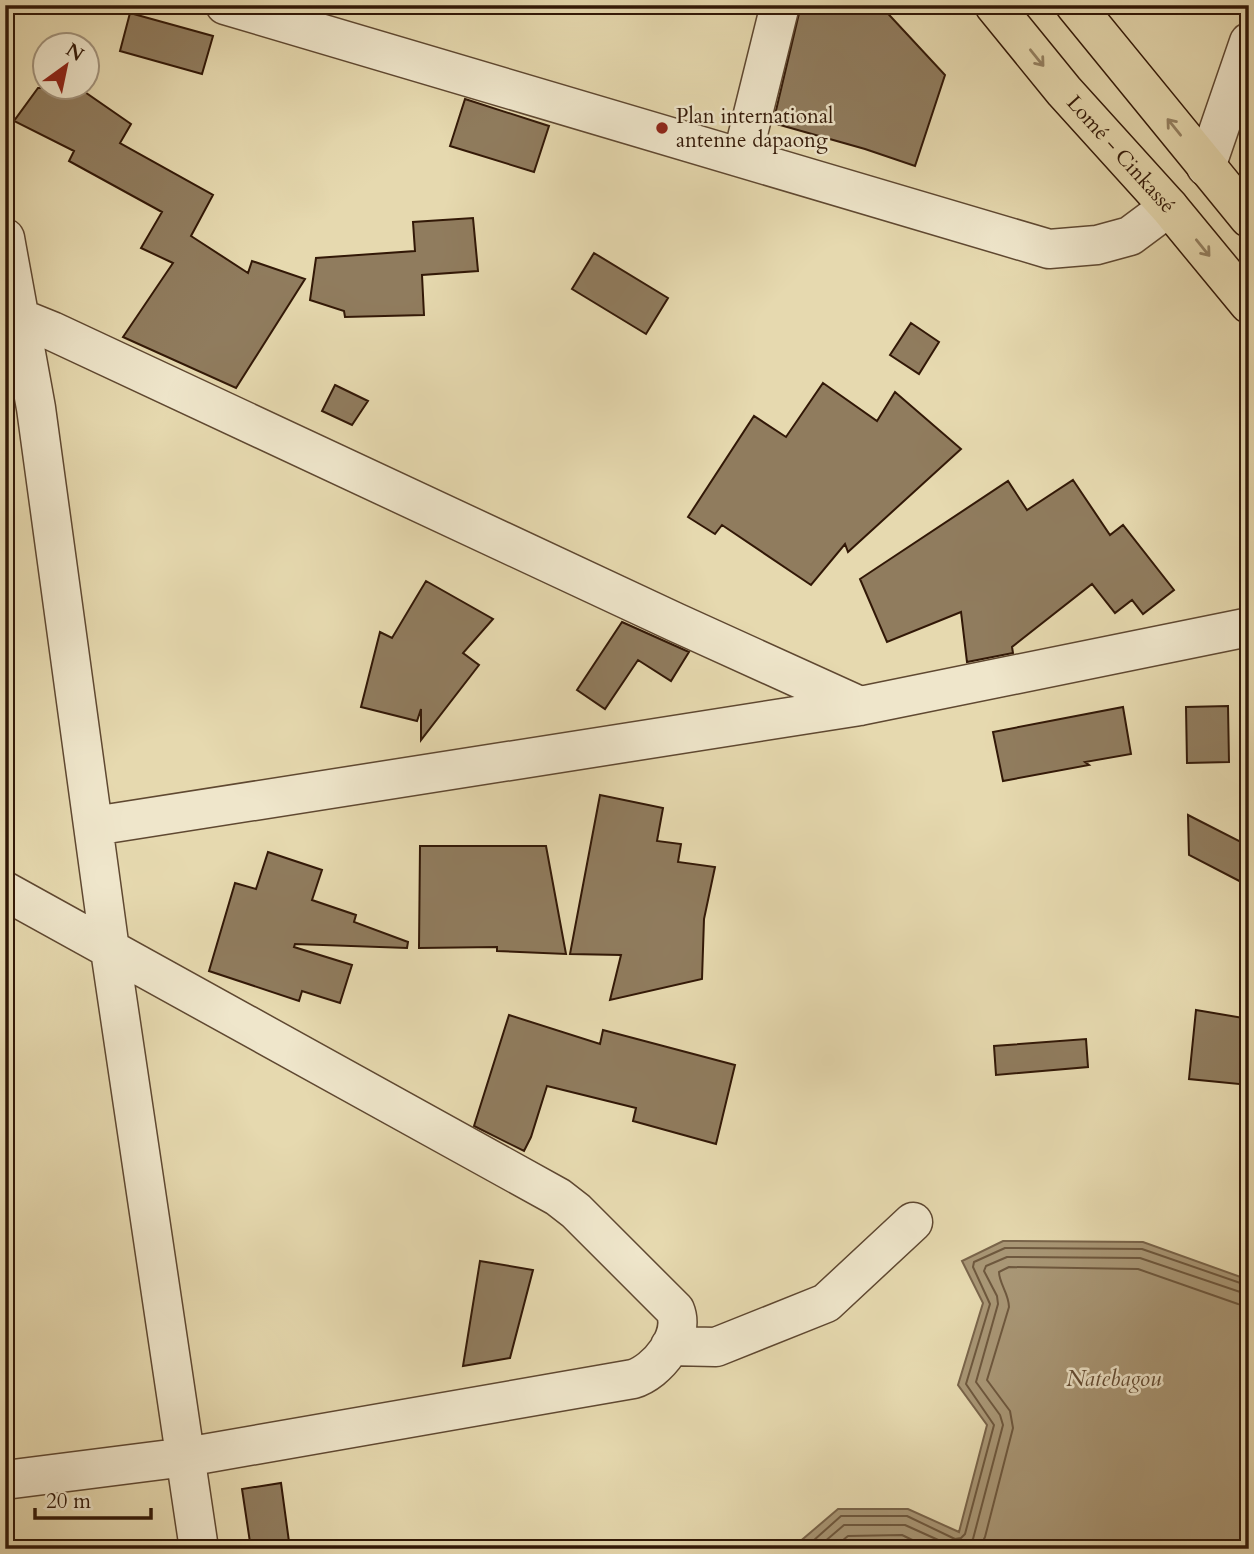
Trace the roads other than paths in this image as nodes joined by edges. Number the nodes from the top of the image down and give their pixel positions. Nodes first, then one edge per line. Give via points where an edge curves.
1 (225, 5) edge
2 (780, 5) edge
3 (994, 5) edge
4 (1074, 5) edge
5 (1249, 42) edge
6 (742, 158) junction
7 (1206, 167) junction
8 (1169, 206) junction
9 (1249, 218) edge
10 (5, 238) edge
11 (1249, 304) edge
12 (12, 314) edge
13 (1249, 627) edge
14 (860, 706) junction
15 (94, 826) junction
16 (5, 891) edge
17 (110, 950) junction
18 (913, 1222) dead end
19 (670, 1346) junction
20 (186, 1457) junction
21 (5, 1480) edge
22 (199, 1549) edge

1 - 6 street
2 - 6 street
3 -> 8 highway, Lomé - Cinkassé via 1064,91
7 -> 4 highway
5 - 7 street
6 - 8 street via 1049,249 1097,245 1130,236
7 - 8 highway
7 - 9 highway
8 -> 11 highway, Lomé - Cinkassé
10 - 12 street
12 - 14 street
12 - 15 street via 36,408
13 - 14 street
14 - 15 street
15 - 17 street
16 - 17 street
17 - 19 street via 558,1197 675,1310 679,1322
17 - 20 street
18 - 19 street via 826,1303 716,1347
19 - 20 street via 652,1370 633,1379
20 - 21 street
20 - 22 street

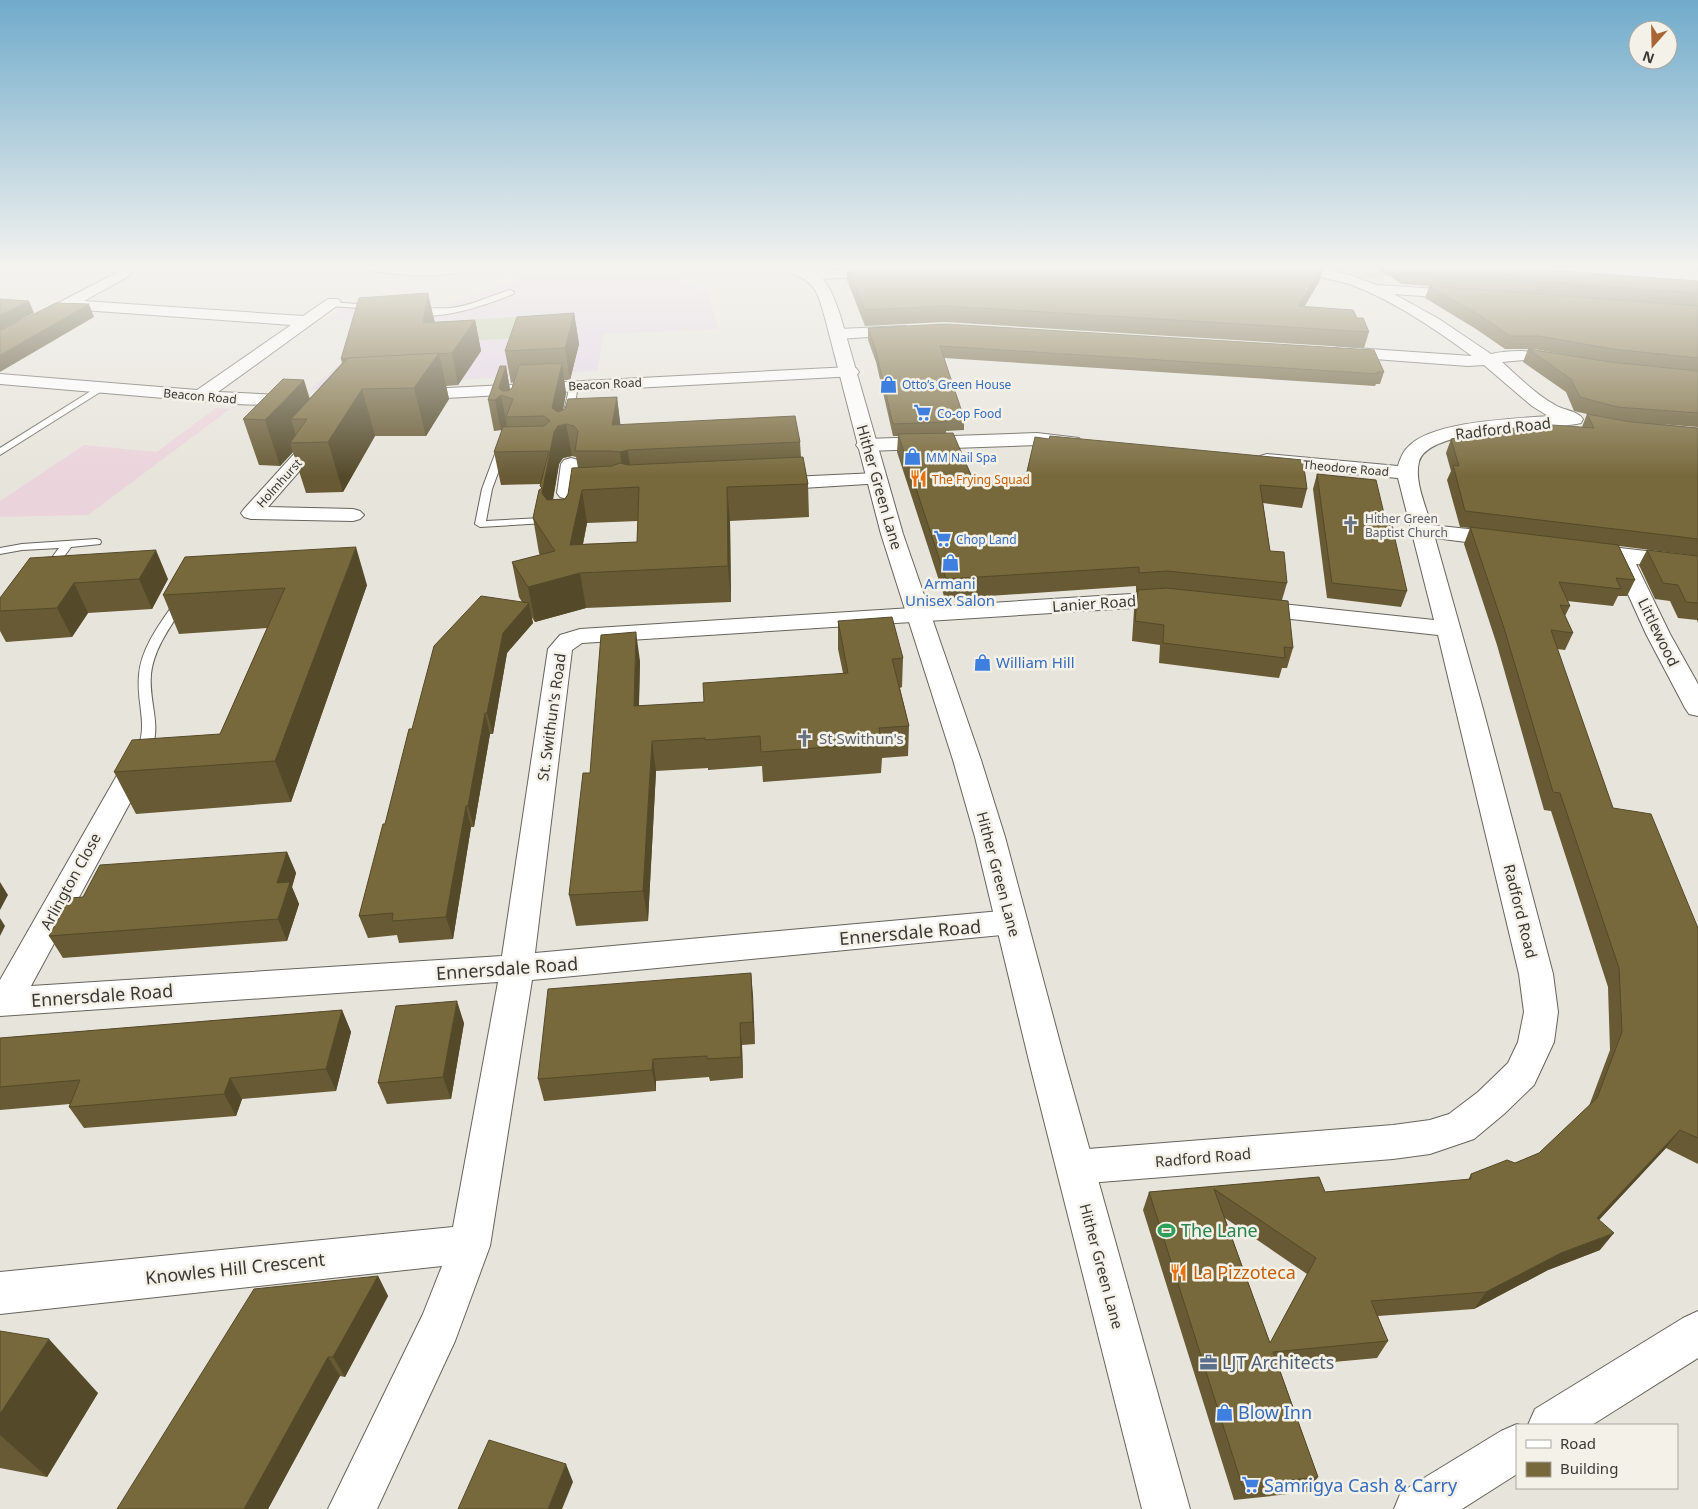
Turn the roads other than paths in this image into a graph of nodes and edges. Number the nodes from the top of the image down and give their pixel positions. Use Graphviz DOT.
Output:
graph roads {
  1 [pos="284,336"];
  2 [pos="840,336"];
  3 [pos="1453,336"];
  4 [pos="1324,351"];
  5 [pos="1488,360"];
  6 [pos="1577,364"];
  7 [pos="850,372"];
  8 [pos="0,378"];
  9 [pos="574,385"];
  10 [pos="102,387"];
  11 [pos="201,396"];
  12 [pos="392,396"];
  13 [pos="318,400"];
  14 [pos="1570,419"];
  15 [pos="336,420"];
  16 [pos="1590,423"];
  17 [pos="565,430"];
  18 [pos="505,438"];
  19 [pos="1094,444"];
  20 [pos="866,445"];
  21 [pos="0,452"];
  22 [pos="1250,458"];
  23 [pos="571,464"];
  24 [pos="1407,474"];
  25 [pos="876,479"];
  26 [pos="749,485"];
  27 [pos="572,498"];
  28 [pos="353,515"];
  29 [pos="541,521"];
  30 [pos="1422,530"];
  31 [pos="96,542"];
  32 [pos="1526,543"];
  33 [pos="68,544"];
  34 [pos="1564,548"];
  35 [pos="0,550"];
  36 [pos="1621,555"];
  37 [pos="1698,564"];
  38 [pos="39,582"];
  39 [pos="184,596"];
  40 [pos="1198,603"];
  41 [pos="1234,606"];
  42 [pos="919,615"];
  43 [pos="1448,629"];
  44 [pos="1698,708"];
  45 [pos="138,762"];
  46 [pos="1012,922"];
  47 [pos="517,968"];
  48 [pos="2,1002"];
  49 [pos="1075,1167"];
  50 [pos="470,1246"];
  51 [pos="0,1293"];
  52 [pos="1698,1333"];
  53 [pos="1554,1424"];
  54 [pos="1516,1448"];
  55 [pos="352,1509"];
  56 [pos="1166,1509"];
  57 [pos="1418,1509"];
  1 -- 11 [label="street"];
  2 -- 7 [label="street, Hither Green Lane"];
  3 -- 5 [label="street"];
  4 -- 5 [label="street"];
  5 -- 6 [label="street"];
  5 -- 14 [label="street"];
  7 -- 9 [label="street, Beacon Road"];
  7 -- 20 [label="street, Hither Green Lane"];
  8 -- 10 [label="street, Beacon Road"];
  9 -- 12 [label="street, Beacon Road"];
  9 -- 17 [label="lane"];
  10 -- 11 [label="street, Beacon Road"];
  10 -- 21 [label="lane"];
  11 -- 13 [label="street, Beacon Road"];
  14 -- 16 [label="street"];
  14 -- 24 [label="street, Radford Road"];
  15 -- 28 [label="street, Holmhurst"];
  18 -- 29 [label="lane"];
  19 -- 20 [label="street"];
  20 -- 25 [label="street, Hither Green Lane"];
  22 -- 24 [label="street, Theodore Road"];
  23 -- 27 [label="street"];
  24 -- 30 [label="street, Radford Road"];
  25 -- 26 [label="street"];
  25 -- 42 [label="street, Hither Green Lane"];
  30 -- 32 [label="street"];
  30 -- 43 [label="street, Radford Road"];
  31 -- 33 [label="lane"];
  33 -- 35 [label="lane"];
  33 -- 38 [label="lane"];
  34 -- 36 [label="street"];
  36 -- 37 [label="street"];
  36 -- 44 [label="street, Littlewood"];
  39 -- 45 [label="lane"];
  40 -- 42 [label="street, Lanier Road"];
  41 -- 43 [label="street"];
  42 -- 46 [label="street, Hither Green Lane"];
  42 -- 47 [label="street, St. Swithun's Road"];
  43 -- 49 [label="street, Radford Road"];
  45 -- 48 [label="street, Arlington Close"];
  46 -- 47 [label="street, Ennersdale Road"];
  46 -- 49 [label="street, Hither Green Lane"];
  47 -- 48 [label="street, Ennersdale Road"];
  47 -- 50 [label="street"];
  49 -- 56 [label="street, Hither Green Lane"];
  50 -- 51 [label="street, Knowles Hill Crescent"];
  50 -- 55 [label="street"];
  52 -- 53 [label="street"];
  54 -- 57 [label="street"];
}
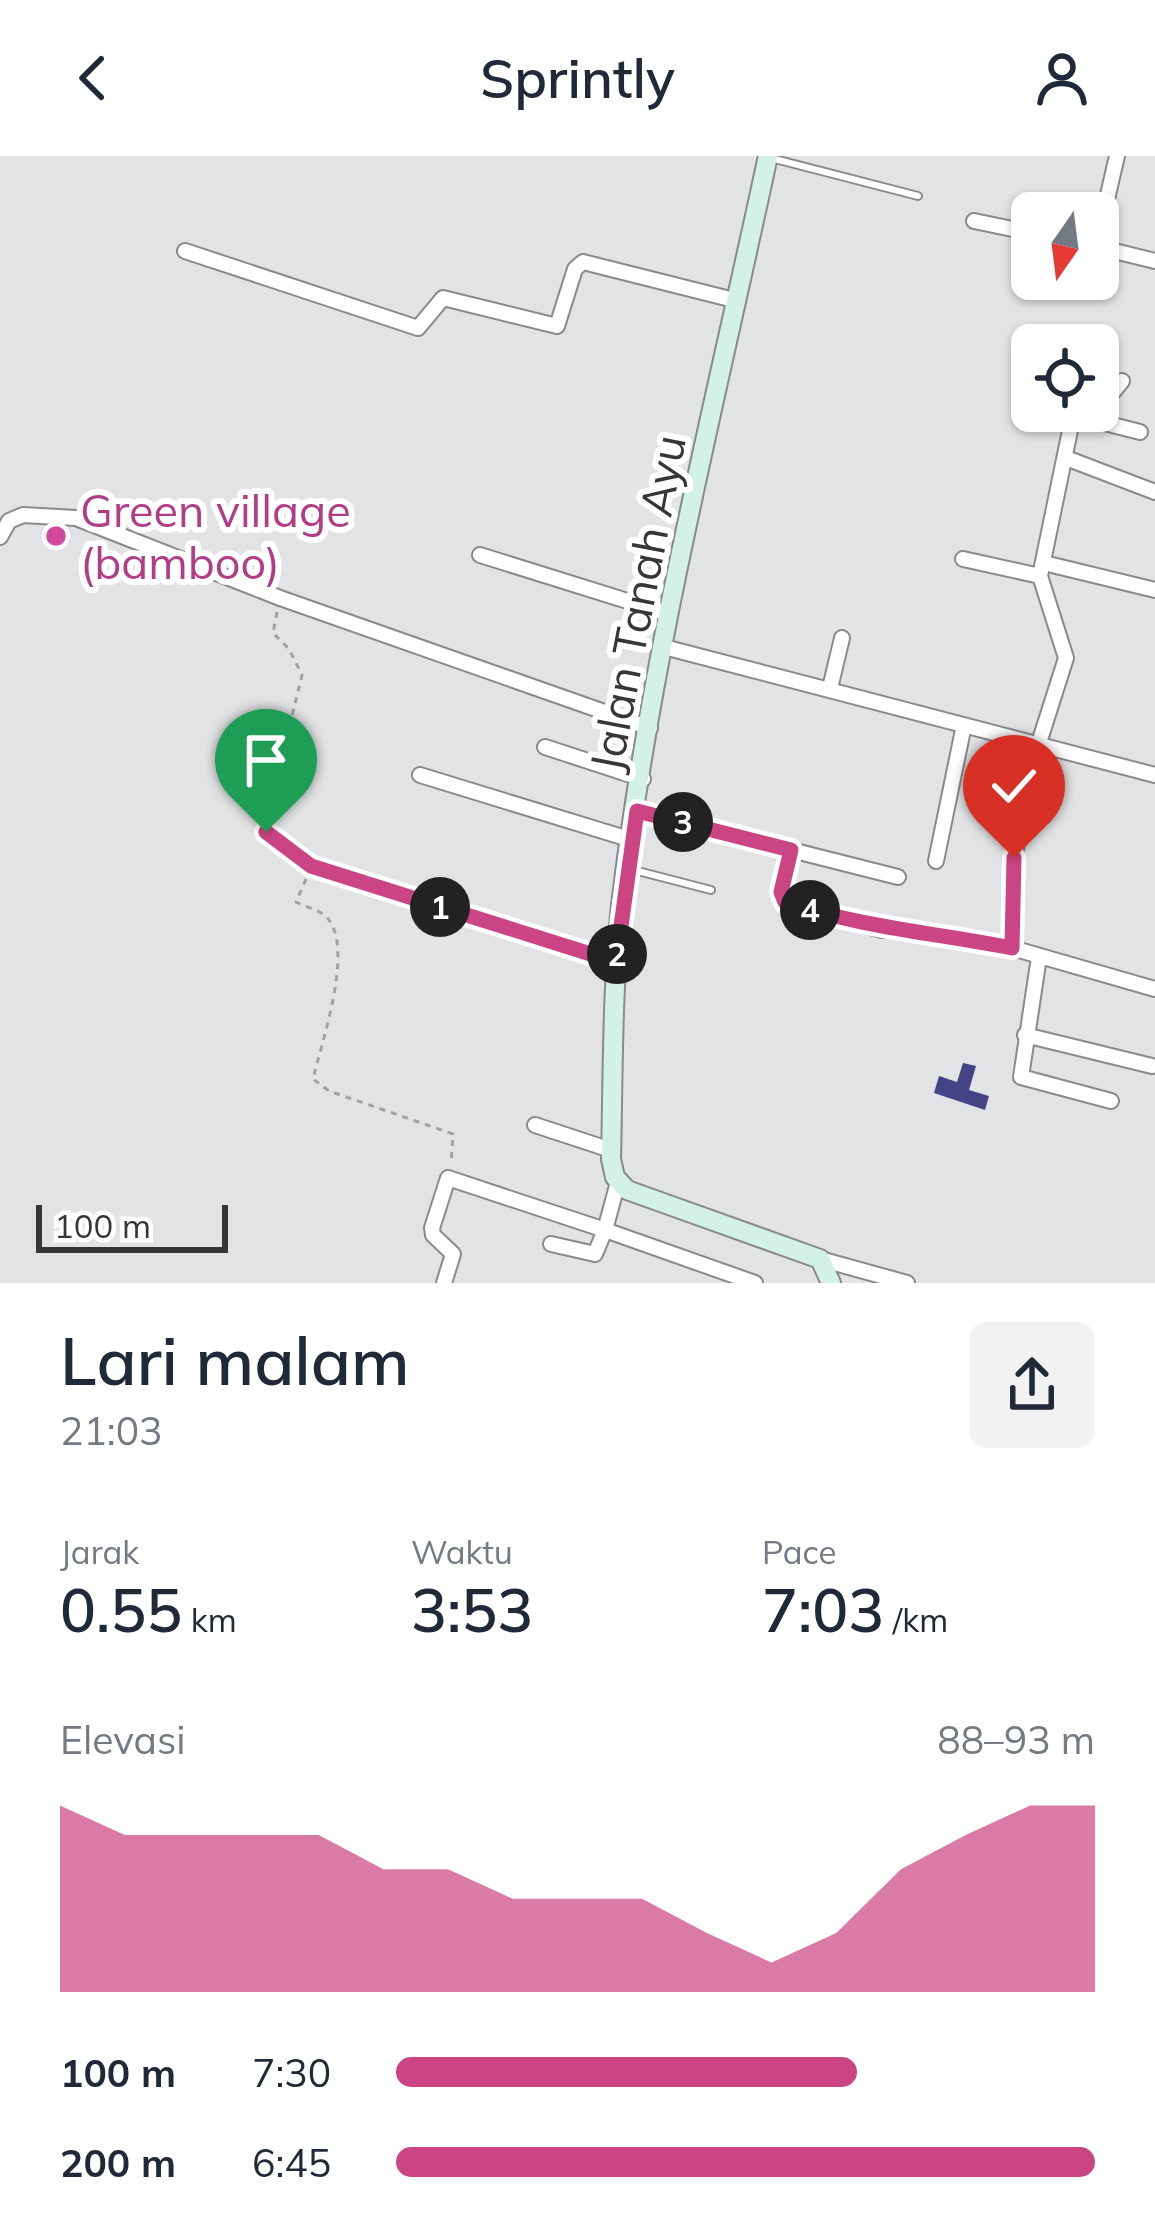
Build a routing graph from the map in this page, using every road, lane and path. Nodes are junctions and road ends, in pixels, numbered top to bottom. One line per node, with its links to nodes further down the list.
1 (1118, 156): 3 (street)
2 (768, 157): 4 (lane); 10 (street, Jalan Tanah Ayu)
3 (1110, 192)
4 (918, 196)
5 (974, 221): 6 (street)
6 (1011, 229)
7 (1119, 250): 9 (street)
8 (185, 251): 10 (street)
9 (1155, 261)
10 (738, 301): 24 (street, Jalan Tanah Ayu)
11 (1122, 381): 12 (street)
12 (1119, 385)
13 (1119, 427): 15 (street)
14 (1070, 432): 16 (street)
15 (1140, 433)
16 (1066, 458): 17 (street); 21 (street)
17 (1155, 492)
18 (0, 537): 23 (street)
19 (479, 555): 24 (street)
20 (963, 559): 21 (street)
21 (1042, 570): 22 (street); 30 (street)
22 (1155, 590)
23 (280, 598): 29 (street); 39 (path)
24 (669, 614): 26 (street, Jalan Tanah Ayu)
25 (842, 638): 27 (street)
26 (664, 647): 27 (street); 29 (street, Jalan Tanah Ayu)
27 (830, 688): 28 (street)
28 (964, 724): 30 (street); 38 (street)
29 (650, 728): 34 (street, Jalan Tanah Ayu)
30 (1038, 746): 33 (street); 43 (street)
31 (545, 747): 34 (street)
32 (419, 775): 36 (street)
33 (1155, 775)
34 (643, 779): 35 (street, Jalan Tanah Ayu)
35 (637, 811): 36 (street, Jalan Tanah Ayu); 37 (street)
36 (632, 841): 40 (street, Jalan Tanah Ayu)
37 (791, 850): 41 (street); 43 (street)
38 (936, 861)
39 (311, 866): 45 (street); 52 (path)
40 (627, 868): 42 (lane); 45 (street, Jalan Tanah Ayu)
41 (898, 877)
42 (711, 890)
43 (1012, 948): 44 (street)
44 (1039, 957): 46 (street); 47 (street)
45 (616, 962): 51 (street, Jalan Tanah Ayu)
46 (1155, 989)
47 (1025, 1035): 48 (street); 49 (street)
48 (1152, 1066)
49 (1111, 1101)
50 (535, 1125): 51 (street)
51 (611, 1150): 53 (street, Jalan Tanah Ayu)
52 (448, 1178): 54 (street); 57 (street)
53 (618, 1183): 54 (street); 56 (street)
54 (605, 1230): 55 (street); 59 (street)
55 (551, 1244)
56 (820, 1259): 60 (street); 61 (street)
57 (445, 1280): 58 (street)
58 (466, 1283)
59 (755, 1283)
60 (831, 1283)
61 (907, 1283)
····················
=== Activity ===
The answer should contain only the lines from the beginning of the material above through the line with "Turn the roads", retyped exactly, with the pictures removed.

=== Answer space ===
Trace the roads other than paths in this image as nodes joined by edges. Number the nodes from the top of the image down and give their pixel positions. Nodes first, then one edge per line. Give via points where an edge curves.
1 (225, 5) edge
2 (780, 5) edge
3 (994, 5) edge
4 (1074, 5) edge
5 (1249, 42) edge
6 (742, 158) junction
7 (1206, 167) junction
8 (1169, 206) junction
9 (1249, 218) edge
10 (5, 238) edge
11 (1249, 304) edge
12 (12, 314) edge
13 (1249, 627) edge
14 (860, 706) junction
15 (94, 826) junction
16 (5, 891) edge
17 (110, 950) junction
18 (913, 1222) dead end
19 (670, 1346) junction
20 (186, 1457) junction
21 (5, 1480) edge
22 (199, 1549) edge

1 - 6 street
2 - 6 street
3 -> 8 highway, Lomé - Cinkassé via 1064,91
7 -> 4 highway
5 - 7 street
6 - 8 street via 1049,249 1097,245 1130,236
7 - 8 highway
7 - 9 highway
8 -> 11 highway, Lomé - Cinkassé
10 - 12 street
12 - 14 street
12 - 15 street via 36,408
13 - 14 street
14 - 15 street
15 - 17 street
16 - 17 street
17 - 19 street via 558,1197 675,1310 679,1322
17 - 20 street
18 - 19 street via 826,1303 716,1347
19 - 20 street via 652,1370 633,1379
20 - 21 street
20 - 22 street

Turn the roads other than paths in this image into a graph of nodes and edges. Number the nodes from the top of the image down and give their pixel positions. Use Graphviz DOT.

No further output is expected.